What you output must match the entries exactly, apart from the pictures, which are left out.
(Recorded data Opens)
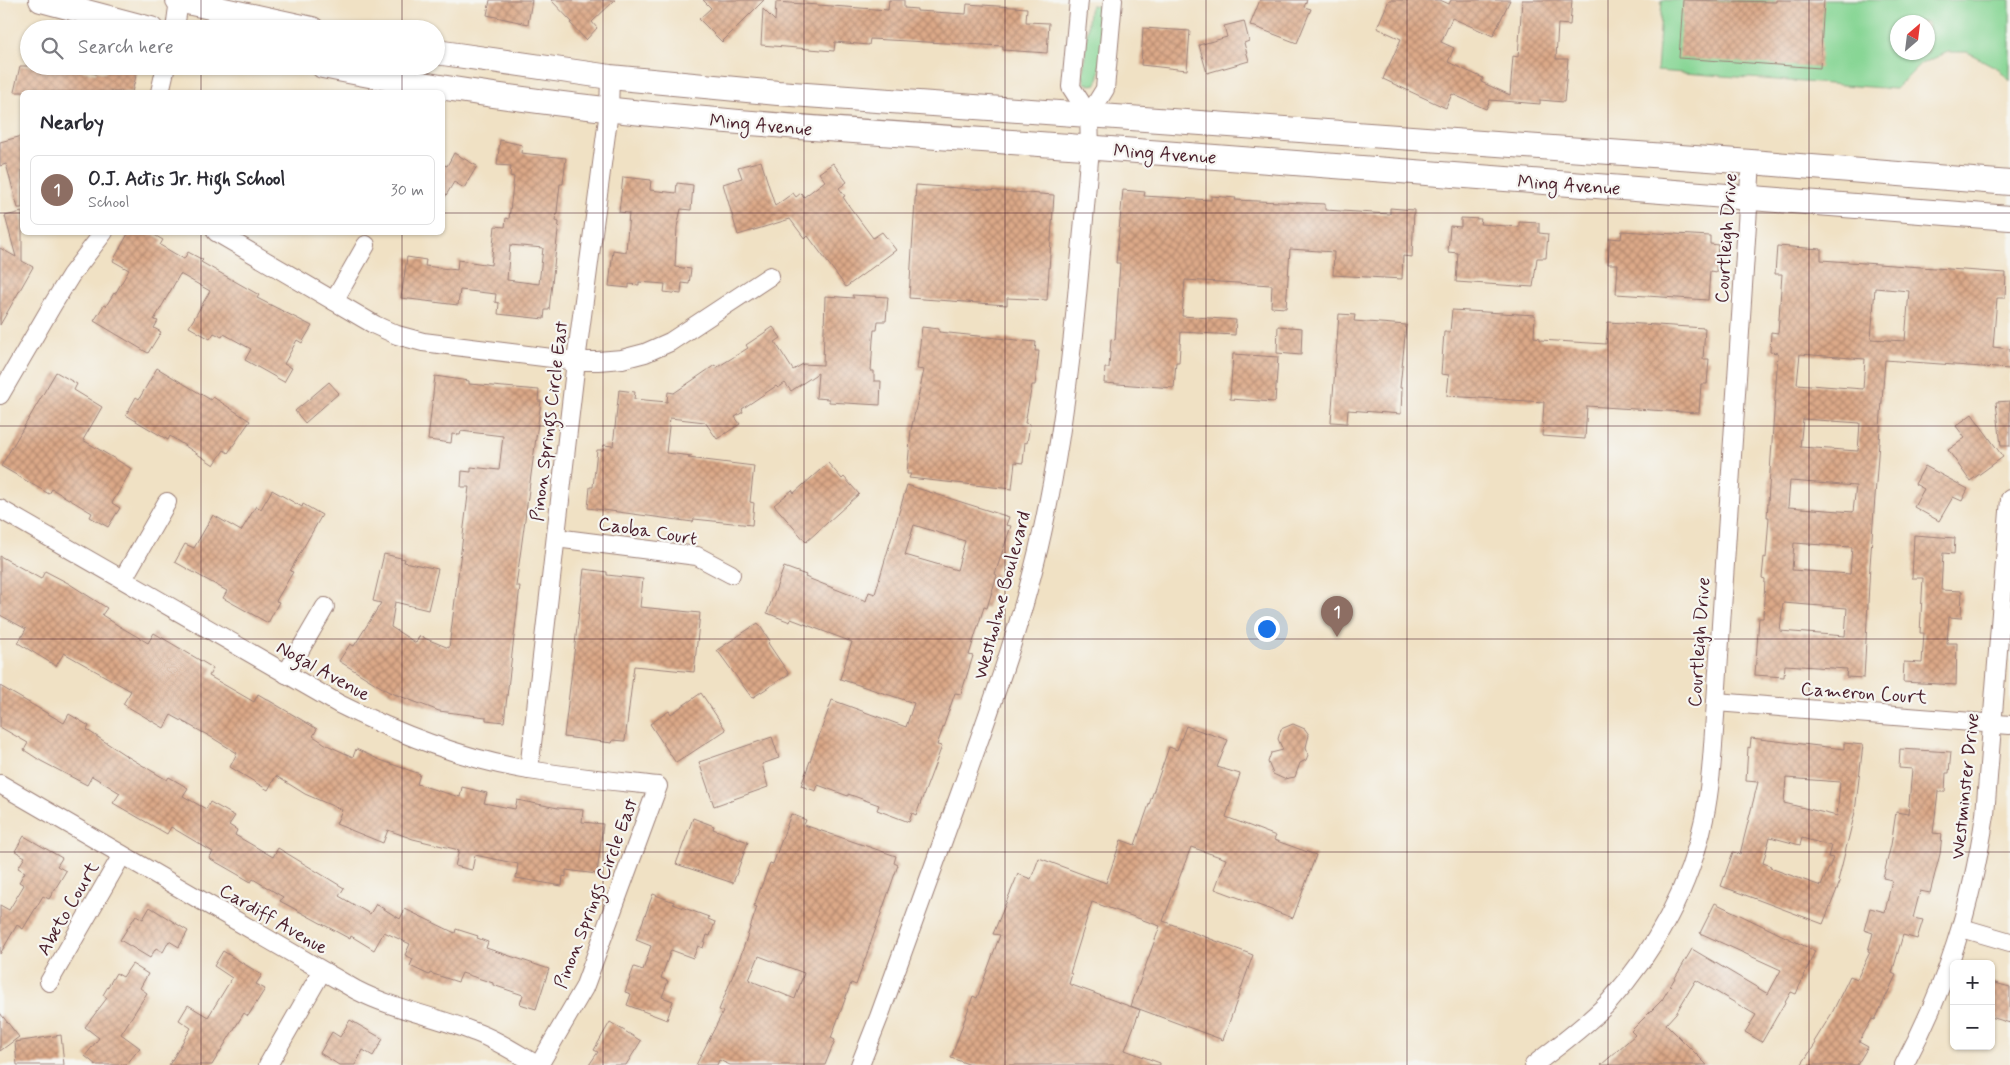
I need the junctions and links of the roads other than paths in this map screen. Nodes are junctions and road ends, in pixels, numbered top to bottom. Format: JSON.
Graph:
{"nodes":[{"id":1,"x":41,"y":0,"type":"edge"},
{"id":2,"x":178,"y":0,"type":"edge"},
{"id":3,"x":1079,"y":0,"type":"edge"},
{"id":4,"x":1113,"y":0,"type":"edge"},
{"id":5,"x":117,"y":20,"type":"edge"},
{"id":6,"x":176,"y":20,"type":"edge"},
{"id":7,"x":270,"y":20,"type":"edge"},
{"id":8,"x":445,"y":53,"type":"edge"},
{"id":9,"x":164,"y":75,"type":"edge"},
{"id":10,"x":375,"y":75,"type":"edge"},
{"id":11,"x":610,"y":77,"type":"junction"},
{"id":12,"x":160,"y":90,"type":"edge"},
{"id":13,"x":609,"y":111,"type":"junction"},
{"id":14,"x":1089,"y":115,"type":"junction"},
{"id":15,"x":1090,"y":148,"type":"junction"},
{"id":16,"x":1751,"y":162,"type":"junction"},
{"id":17,"x":2010,"y":183,"type":"edge"},
{"id":18,"x":1749,"y":197,"type":"junction"},
{"id":19,"x":2010,"y":218,"type":"edge"},
{"id":20,"x":102,"y":235,"type":"edge"},
{"id":21,"x":221,"y":235,"type":"edge"},
{"id":22,"x":366,"y":245,"type":"dead end"},
{"id":23,"x":770,"y":276,"type":"dead end"},
{"id":24,"x":334,"y":301,"type":"junction"},
{"id":25,"x":576,"y":361,"type":"junction"},
{"id":26,"x":0,"y":395,"type":"edge"},
{"id":27,"x":2009,"y":499,"type":"edge"},
{"id":28,"x":167,"y":502,"type":"dead end"},
{"id":29,"x":0,"y":509,"type":"edge"},
{"id":30,"x":556,"y":538,"type":"junction"},
{"id":31,"x":731,"y":574,"type":"dead end"},
{"id":32,"x":123,"y":579,"type":"junction"},
{"id":33,"x":325,"y":607,"type":"dead end"},
{"id":34,"x":286,"y":674,"type":"junction"},
{"id":35,"x":1716,"y":702,"type":"junction"},
{"id":36,"x":1992,"y":722,"type":"junction"},
{"id":37,"x":2010,"y":725,"type":"edge"},
{"id":38,"x":528,"y":770,"type":"junction"},
{"id":39,"x":0,"y":784,"type":"edge"},
{"id":40,"x":658,"y":786,"type":"joint"},
{"id":41,"x":122,"y":855,"type":"junction"},
{"id":42,"x":1962,"y":928,"type":"junction"},
{"id":43,"x":2010,"y":942,"type":"edge"},
{"id":44,"x":322,"y":971,"type":"junction"},
{"id":45,"x":49,"y":982,"type":"dead end"},
{"id":46,"x":268,"y":1065,"type":"edge"},
{"id":47,"x":538,"y":1065,"type":"edge"},
{"id":48,"x":860,"y":1065,"type":"edge"},
{"id":49,"x":1534,"y":1065,"type":"edge"},
{"id":50,"x":1904,"y":1065,"type":"edge"}],
"edges":[{"from":1,"to":5,"type":"main road"},
{"from":2,"to":6,"type":"street"},
{"from":2,"to":7,"type":"main road"},
{"from":3,"to":14,"type":"street"},
{"from":4,"to":14,"type":"street"},
{"from":8,"to":11,"type":"main road","name":"Ming Avenue"},
{"from":9,"to":12,"type":"street"},
{"from":10,"to":13,"type":"main road","name":"Ming Avenue"},
{"from":11,"to":13,"type":"street","name":"Pinon Springs Circle East"},
{"from":11,"to":14,"type":"main road","name":"Ming Avenue"},
{"from":13,"to":15,"type":"main road","name":"Ming Avenue"},
{"from":13,"to":25,"type":"street","name":"Pinon Springs Circle East"},
{"from":14,"to":15,"type":"street","name":"Westholme Boulevard"},
{"from":14,"to":16,"type":"main road","name":"Ming Avenue"},
{"from":15,"to":18,"type":"main road","name":"Ming Avenue"},
{"from":15,"to":48,"type":"street","name":"Westholme Boulevard"},
{"from":16,"to":17,"type":"main road","name":"Ming Avenue"},
{"from":16,"to":18,"type":"street","name":"Courtleigh Drive"},
{"from":18,"to":19,"type":"main road","name":"Ming Avenue"},
{"from":18,"to":35,"type":"street","name":"Courtleigh Drive"},
{"from":20,"to":26,"type":"street"},
{"from":21,"to":24,"type":"street"},
{"from":22,"to":24,"type":"street"},
{"from":23,"to":25,"type":"street"},
{"from":24,"to":25,"type":"street"},
{"from":25,"to":30,"type":"street","name":"Pinon Springs Circle East"},
{"from":27,"to":36,"type":"street","name":"Westminster Drive"},
{"from":28,"to":32,"type":"street"},
{"from":29,"to":32,"type":"street","name":"Nogal Avenue"},
{"from":30,"to":31,"type":"street","name":"Caoba Court"},
{"from":30,"to":38,"type":"street","name":"Pinon Springs Circle East"},
{"from":32,"to":34,"type":"street","name":"Nogal Avenue"},
{"from":33,"to":34,"type":"street"},
{"from":34,"to":38,"type":"street","name":"Nogal Avenue"},
{"from":35,"to":36,"type":"street","name":"Cameron Court"},
{"from":35,"to":49,"type":"street","name":"Courtleigh Drive"},
{"from":36,"to":37,"type":"street","name":"Cameron Court"},
{"from":36,"to":42,"type":"street","name":"Westminster Drive"},
{"from":38,"to":40,"type":"street","name":"Nogal Avenue"},
{"from":39,"to":41,"type":"street","name":"Cardiff Avenue"},
{"from":40,"to":47,"type":"street","name":"Pinon Springs Circle East"},
{"from":41,"to":44,"type":"street","name":"Cardiff Avenue"},
{"from":41,"to":45,"type":"street","name":"Abeto Court"},
{"from":42,"to":43,"type":"street"},
{"from":42,"to":50,"type":"street","name":"Westminster Drive"},
{"from":44,"to":46,"type":"street"},
{"from":44,"to":47,"type":"street","name":"Cardiff Avenue"}]}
(Recorded data Closes)
Output
I need the junctions and links of the roads other than paths in this map screen. Nodes are junctions and road ends, in pixels, numbered top to bottom. Format: JSON.
Graph:
{"nodes":[{"id":1,"x":41,"y":0,"type":"edge"},
{"id":2,"x":178,"y":0,"type":"edge"},
{"id":3,"x":1079,"y":0,"type":"edge"},
{"id":4,"x":1113,"y":0,"type":"edge"},
{"id":5,"x":117,"y":20,"type":"edge"},
{"id":6,"x":176,"y":20,"type":"edge"},
{"id":7,"x":270,"y":20,"type":"edge"},
{"id":8,"x":445,"y":53,"type":"edge"},
{"id":9,"x":164,"y":75,"type":"edge"},
{"id":10,"x":375,"y":75,"type":"edge"},
{"id":11,"x":610,"y":77,"type":"junction"},
{"id":12,"x":160,"y":90,"type":"edge"},
{"id":13,"x":609,"y":111,"type":"junction"},
{"id":14,"x":1089,"y":115,"type":"junction"},
{"id":15,"x":1090,"y":148,"type":"junction"},
{"id":16,"x":1751,"y":162,"type":"junction"},
{"id":17,"x":2010,"y":183,"type":"edge"},
{"id":18,"x":1749,"y":197,"type":"junction"},
{"id":19,"x":2010,"y":218,"type":"edge"},
{"id":20,"x":102,"y":235,"type":"edge"},
{"id":21,"x":221,"y":235,"type":"edge"},
{"id":22,"x":366,"y":245,"type":"dead end"},
{"id":23,"x":770,"y":276,"type":"dead end"},
{"id":24,"x":334,"y":301,"type":"junction"},
{"id":25,"x":576,"y":361,"type":"junction"},
{"id":26,"x":0,"y":395,"type":"edge"},
{"id":27,"x":2009,"y":499,"type":"edge"},
{"id":28,"x":167,"y":502,"type":"dead end"},
{"id":29,"x":0,"y":509,"type":"edge"},
{"id":30,"x":556,"y":538,"type":"junction"},
{"id":31,"x":731,"y":574,"type":"dead end"},
{"id":32,"x":123,"y":579,"type":"junction"},
{"id":33,"x":325,"y":607,"type":"dead end"},
{"id":34,"x":286,"y":674,"type":"junction"},
{"id":35,"x":1716,"y":702,"type":"junction"},
{"id":36,"x":1992,"y":722,"type":"junction"},
{"id":37,"x":2010,"y":725,"type":"edge"},
{"id":38,"x":528,"y":770,"type":"junction"},
{"id":39,"x":0,"y":784,"type":"edge"},
{"id":40,"x":658,"y":786,"type":"joint"},
{"id":41,"x":122,"y":855,"type":"junction"},
{"id":42,"x":1962,"y":928,"type":"junction"},
{"id":43,"x":2010,"y":942,"type":"edge"},
{"id":44,"x":322,"y":971,"type":"junction"},
{"id":45,"x":49,"y":982,"type":"dead end"},
{"id":46,"x":268,"y":1065,"type":"edge"},
{"id":47,"x":538,"y":1065,"type":"edge"},
{"id":48,"x":860,"y":1065,"type":"edge"},
{"id":49,"x":1534,"y":1065,"type":"edge"},
{"id":50,"x":1904,"y":1065,"type":"edge"}],
"edges":[{"from":1,"to":5,"type":"main road"},
{"from":2,"to":6,"type":"street"},
{"from":2,"to":7,"type":"main road"},
{"from":3,"to":14,"type":"street"},
{"from":4,"to":14,"type":"street"},
{"from":8,"to":11,"type":"main road","name":"Ming Avenue"},
{"from":9,"to":12,"type":"street"},
{"from":10,"to":13,"type":"main road","name":"Ming Avenue"},
{"from":11,"to":13,"type":"street","name":"Pinon Springs Circle East"},
{"from":11,"to":14,"type":"main road","name":"Ming Avenue"},
{"from":13,"to":15,"type":"main road","name":"Ming Avenue"},
{"from":13,"to":25,"type":"street","name":"Pinon Springs Circle East"},
{"from":14,"to":15,"type":"street","name":"Westholme Boulevard"},
{"from":14,"to":16,"type":"main road","name":"Ming Avenue"},
{"from":15,"to":18,"type":"main road","name":"Ming Avenue"},
{"from":15,"to":48,"type":"street","name":"Westholme Boulevard"},
{"from":16,"to":17,"type":"main road","name":"Ming Avenue"},
{"from":16,"to":18,"type":"street","name":"Courtleigh Drive"},
{"from":18,"to":19,"type":"main road","name":"Ming Avenue"},
{"from":18,"to":35,"type":"street","name":"Courtleigh Drive"},
{"from":20,"to":26,"type":"street"},
{"from":21,"to":24,"type":"street"},
{"from":22,"to":24,"type":"street"},
{"from":23,"to":25,"type":"street"},
{"from":24,"to":25,"type":"street"},
{"from":25,"to":30,"type":"street","name":"Pinon Springs Circle East"},
{"from":27,"to":36,"type":"street","name":"Westminster Drive"},
{"from":28,"to":32,"type":"street"},
{"from":29,"to":32,"type":"street","name":"Nogal Avenue"},
{"from":30,"to":31,"type":"street","name":"Caoba Court"},
{"from":30,"to":38,"type":"street","name":"Pinon Springs Circle East"},
{"from":32,"to":34,"type":"street","name":"Nogal Avenue"},
{"from":33,"to":34,"type":"street"},
{"from":34,"to":38,"type":"street","name":"Nogal Avenue"},
{"from":35,"to":36,"type":"street","name":"Cameron Court"},
{"from":35,"to":49,"type":"street","name":"Courtleigh Drive"},
{"from":36,"to":37,"type":"street","name":"Cameron Court"},
{"from":36,"to":42,"type":"street","name":"Westminster Drive"},
{"from":38,"to":40,"type":"street","name":"Nogal Avenue"},
{"from":39,"to":41,"type":"street","name":"Cardiff Avenue"},
{"from":40,"to":47,"type":"street","name":"Pinon Springs Circle East"},
{"from":41,"to":44,"type":"street","name":"Cardiff Avenue"},
{"from":41,"to":45,"type":"street","name":"Abeto Court"},
{"from":42,"to":43,"type":"street"},
{"from":42,"to":50,"type":"street","name":"Westminster Drive"},
{"from":44,"to":46,"type":"street"},
{"from":44,"to":47,"type":"street","name":"Cardiff Avenue"}]}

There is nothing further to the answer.